*Activity*
Show every line of the records below that contains the word "connect".
*** Opening of Data under study ***
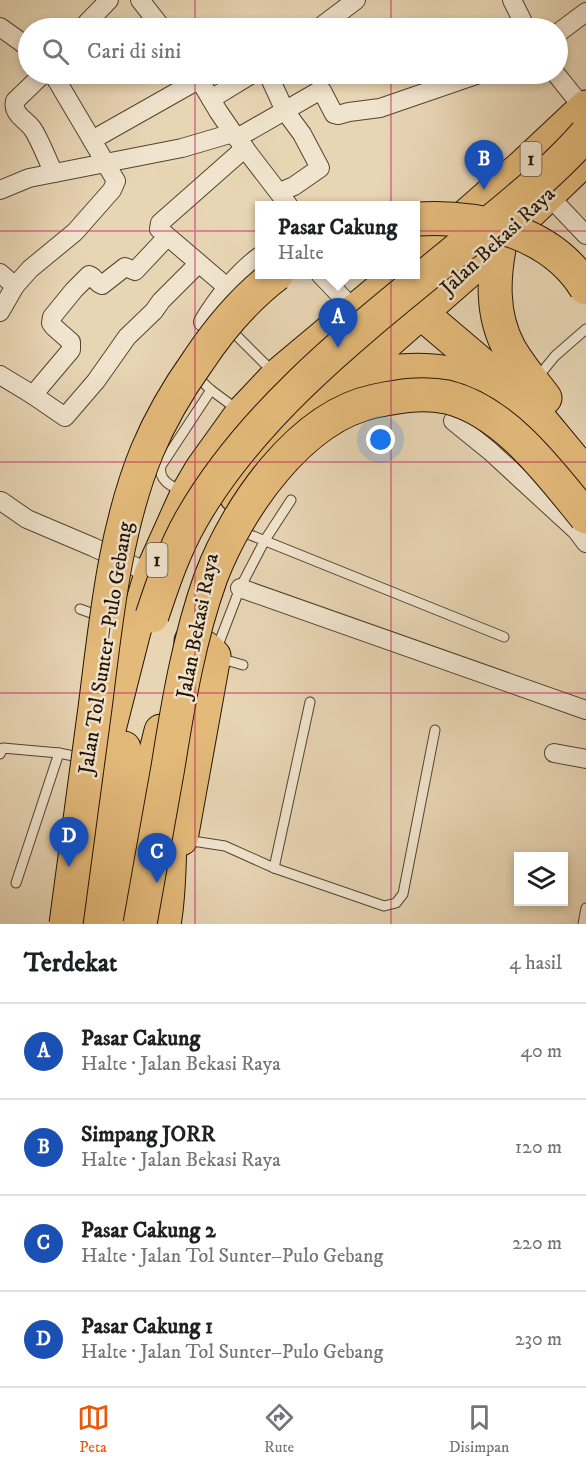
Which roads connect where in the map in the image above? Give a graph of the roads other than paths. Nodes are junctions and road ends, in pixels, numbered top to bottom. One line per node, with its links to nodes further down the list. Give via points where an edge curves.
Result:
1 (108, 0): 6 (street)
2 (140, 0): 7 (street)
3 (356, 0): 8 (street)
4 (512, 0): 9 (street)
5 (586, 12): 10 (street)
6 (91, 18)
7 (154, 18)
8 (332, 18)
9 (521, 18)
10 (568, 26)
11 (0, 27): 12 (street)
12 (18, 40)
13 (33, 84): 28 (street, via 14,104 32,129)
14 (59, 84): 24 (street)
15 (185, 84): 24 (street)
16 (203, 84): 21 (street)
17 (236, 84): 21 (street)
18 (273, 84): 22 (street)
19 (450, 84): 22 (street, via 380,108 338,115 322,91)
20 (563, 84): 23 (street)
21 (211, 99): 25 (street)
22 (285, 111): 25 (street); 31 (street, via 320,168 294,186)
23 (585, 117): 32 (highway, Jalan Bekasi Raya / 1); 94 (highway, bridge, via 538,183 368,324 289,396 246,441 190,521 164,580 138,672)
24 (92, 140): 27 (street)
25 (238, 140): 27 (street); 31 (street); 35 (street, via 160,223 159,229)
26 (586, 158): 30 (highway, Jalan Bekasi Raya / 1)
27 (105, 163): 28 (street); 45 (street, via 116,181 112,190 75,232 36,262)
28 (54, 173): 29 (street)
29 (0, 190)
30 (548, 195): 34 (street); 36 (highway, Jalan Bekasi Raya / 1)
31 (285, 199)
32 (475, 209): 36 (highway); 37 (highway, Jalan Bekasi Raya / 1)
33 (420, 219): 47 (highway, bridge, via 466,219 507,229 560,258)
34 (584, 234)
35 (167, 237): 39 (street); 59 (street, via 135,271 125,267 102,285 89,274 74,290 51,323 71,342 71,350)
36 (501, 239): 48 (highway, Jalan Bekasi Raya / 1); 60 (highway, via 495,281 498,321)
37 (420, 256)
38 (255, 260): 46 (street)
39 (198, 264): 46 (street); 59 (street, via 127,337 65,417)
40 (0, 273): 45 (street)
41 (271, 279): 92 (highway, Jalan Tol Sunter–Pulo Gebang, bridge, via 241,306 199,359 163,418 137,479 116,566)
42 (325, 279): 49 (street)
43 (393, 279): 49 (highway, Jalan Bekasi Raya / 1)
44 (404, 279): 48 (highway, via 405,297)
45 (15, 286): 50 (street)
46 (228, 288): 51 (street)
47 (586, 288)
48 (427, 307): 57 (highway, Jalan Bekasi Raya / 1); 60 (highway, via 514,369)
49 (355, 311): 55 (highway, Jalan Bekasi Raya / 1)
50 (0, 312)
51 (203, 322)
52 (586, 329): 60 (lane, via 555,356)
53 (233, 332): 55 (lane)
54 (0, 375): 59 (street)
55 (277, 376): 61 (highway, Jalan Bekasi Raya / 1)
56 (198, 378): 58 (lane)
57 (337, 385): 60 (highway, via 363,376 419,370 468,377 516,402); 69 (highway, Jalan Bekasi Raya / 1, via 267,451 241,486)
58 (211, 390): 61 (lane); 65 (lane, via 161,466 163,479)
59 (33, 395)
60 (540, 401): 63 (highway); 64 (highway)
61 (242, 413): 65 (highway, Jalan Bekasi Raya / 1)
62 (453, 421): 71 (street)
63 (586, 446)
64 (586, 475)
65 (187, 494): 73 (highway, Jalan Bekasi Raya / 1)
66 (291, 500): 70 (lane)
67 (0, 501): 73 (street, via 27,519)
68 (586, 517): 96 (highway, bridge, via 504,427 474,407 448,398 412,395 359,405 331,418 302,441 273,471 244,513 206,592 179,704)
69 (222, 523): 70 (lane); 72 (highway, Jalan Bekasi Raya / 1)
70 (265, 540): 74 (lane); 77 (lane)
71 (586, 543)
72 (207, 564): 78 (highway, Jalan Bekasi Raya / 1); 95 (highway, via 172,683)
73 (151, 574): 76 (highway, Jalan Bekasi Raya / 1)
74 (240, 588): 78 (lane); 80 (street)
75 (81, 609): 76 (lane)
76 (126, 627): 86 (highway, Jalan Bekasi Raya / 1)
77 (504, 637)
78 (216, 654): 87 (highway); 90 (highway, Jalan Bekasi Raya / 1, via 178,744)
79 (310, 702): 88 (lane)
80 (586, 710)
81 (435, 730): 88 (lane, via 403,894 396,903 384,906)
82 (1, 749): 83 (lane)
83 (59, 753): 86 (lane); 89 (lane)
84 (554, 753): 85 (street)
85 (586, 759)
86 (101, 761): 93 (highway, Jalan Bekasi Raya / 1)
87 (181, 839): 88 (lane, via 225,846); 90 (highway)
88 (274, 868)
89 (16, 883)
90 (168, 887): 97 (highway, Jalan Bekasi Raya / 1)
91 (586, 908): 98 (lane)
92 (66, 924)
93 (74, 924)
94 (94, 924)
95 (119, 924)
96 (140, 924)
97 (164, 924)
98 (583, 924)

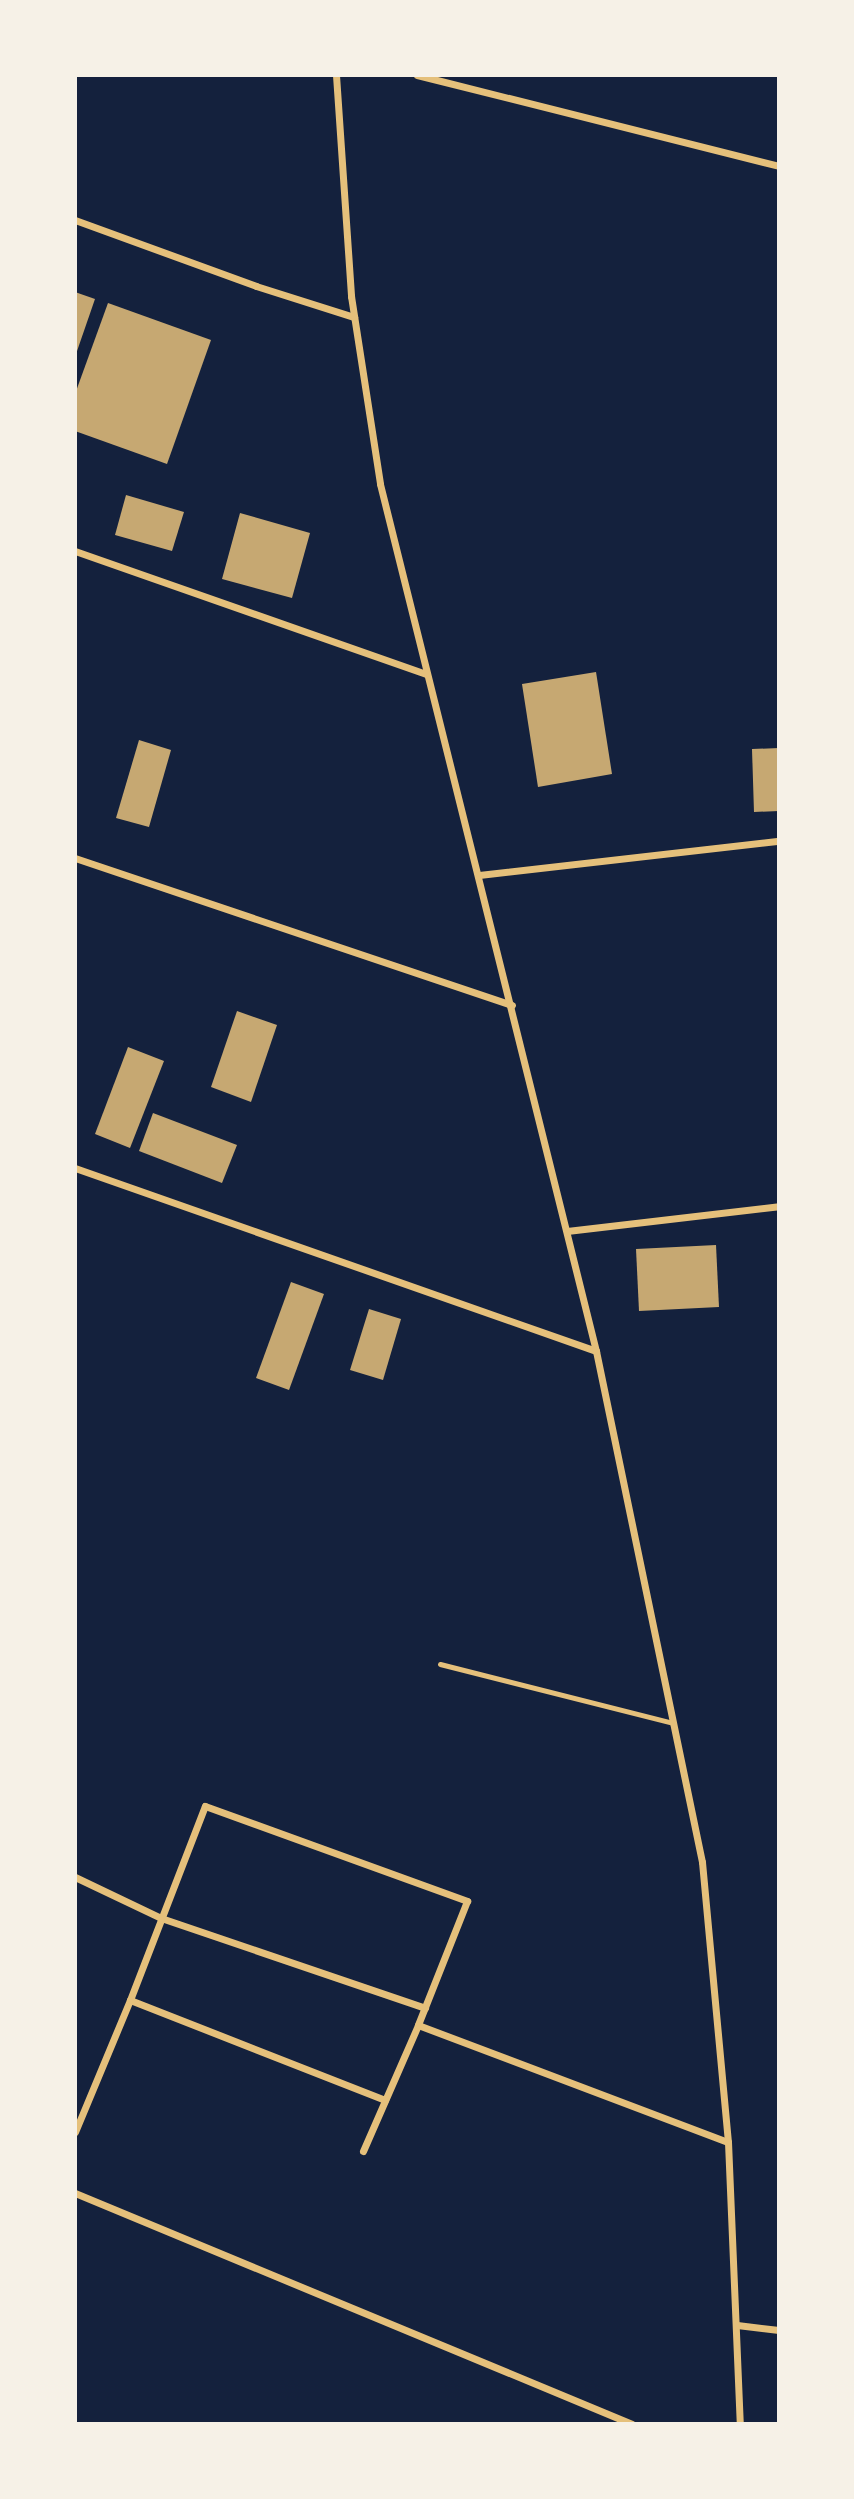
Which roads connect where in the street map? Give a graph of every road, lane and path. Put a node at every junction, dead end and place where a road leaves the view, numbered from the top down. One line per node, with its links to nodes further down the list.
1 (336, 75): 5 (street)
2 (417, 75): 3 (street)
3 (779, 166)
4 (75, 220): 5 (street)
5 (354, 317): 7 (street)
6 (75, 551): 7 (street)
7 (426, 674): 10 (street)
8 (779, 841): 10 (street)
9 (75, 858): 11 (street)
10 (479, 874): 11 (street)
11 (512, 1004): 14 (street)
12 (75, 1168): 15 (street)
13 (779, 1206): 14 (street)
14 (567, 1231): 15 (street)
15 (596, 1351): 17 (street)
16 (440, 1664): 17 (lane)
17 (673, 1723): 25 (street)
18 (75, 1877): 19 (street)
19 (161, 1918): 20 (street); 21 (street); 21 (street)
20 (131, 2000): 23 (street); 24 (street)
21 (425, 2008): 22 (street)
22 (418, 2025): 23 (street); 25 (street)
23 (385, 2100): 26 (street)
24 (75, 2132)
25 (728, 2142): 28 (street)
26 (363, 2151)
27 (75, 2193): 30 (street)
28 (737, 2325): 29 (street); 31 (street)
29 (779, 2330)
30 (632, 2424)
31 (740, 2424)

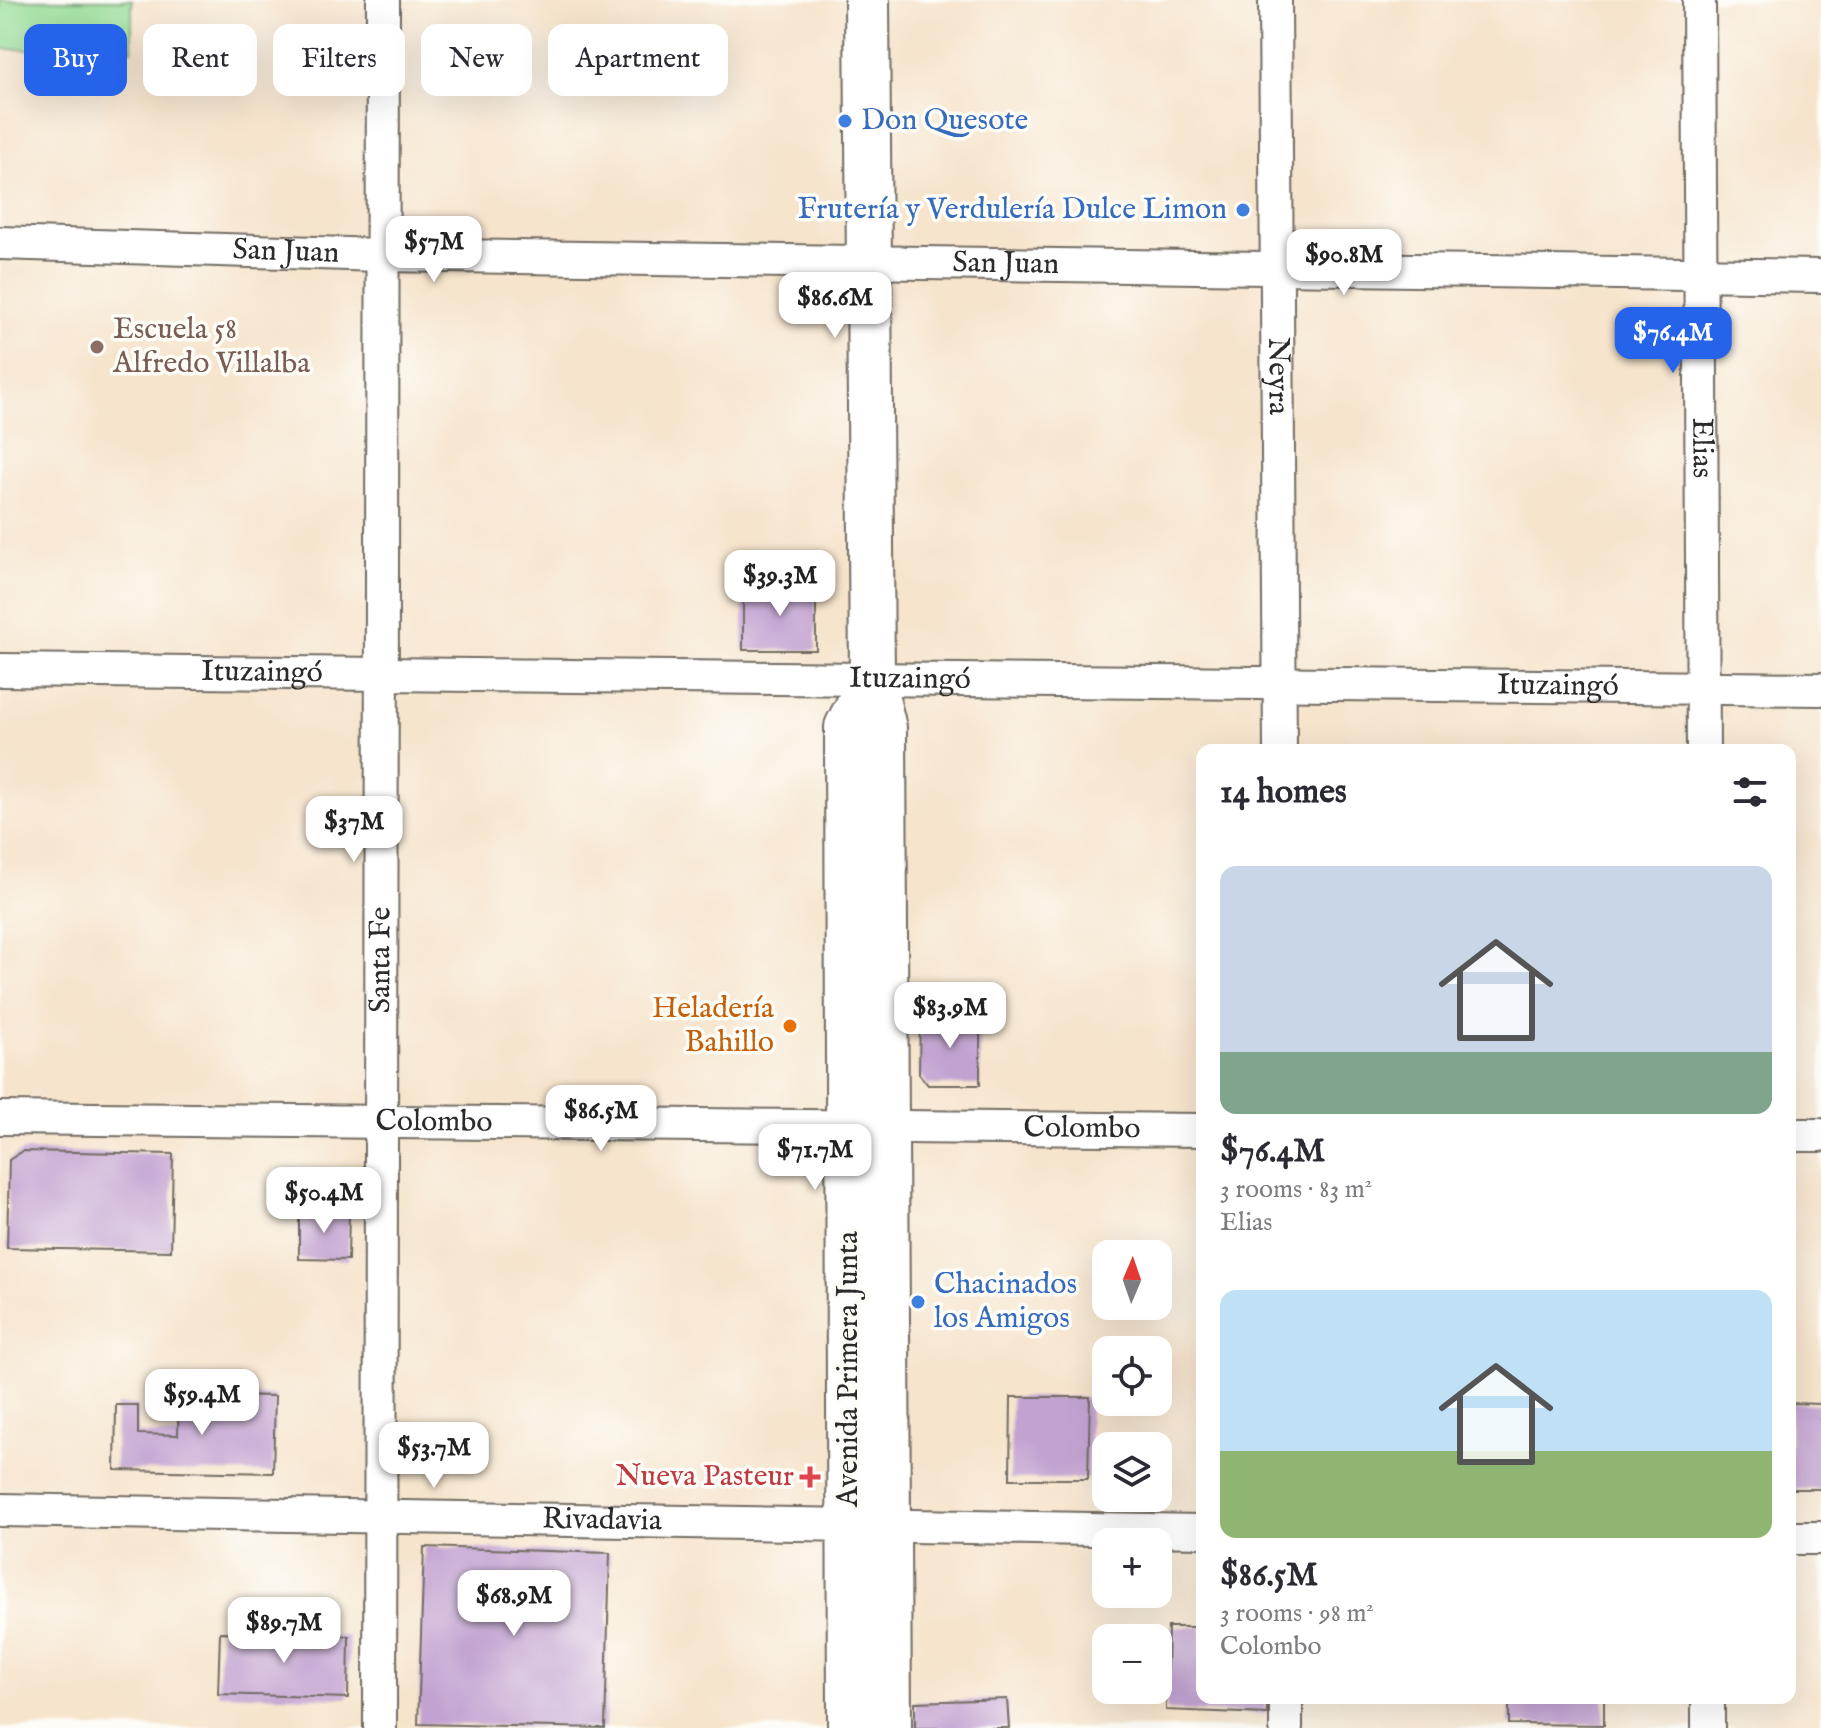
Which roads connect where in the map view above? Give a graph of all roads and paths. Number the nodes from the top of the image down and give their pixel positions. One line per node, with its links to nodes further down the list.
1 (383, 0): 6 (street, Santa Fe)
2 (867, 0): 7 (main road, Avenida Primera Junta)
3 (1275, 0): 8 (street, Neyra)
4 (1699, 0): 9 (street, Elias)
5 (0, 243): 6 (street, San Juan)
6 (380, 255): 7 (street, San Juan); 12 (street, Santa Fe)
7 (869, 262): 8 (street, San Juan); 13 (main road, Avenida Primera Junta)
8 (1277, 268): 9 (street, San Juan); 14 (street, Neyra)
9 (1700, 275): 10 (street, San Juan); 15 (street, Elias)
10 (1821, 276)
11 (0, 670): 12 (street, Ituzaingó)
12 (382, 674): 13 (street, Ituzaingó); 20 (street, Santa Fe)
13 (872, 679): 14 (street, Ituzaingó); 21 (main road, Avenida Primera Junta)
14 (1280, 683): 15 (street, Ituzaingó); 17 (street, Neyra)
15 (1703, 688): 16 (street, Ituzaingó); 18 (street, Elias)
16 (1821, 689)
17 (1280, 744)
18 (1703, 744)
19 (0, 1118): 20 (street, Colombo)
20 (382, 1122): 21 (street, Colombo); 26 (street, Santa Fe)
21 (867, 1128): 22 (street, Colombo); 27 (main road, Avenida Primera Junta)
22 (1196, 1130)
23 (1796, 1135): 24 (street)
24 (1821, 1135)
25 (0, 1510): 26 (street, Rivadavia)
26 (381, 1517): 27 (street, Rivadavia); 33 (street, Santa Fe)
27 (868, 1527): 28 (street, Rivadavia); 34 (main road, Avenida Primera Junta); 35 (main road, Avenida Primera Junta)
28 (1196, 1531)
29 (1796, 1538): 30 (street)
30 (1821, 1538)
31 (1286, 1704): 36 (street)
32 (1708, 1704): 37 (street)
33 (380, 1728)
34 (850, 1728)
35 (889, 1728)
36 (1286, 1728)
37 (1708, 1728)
*** Close of Data under study ***
*Expected output*
Which roads connect where in the map in the image above? Give a graph of the roads other than paths. Nodes are junctions and road ends, in pixels, numbered top to bottom. One line per node, with its links to nodes further down the list. Give via points where an edge curves.
Which roads connect where in the street map? Give a graph of every road, lane and path. Put a node at every junction, dead end and place where a road leaves the view, numbered from the top down. One line per node, with its links to nodes further down the list.
Which roads connect where in the map view above? Give a graph of all roads and paths. Number the nodes from the top of the image down and give their pixel positions. One line per node, with its links to nodes further down the list.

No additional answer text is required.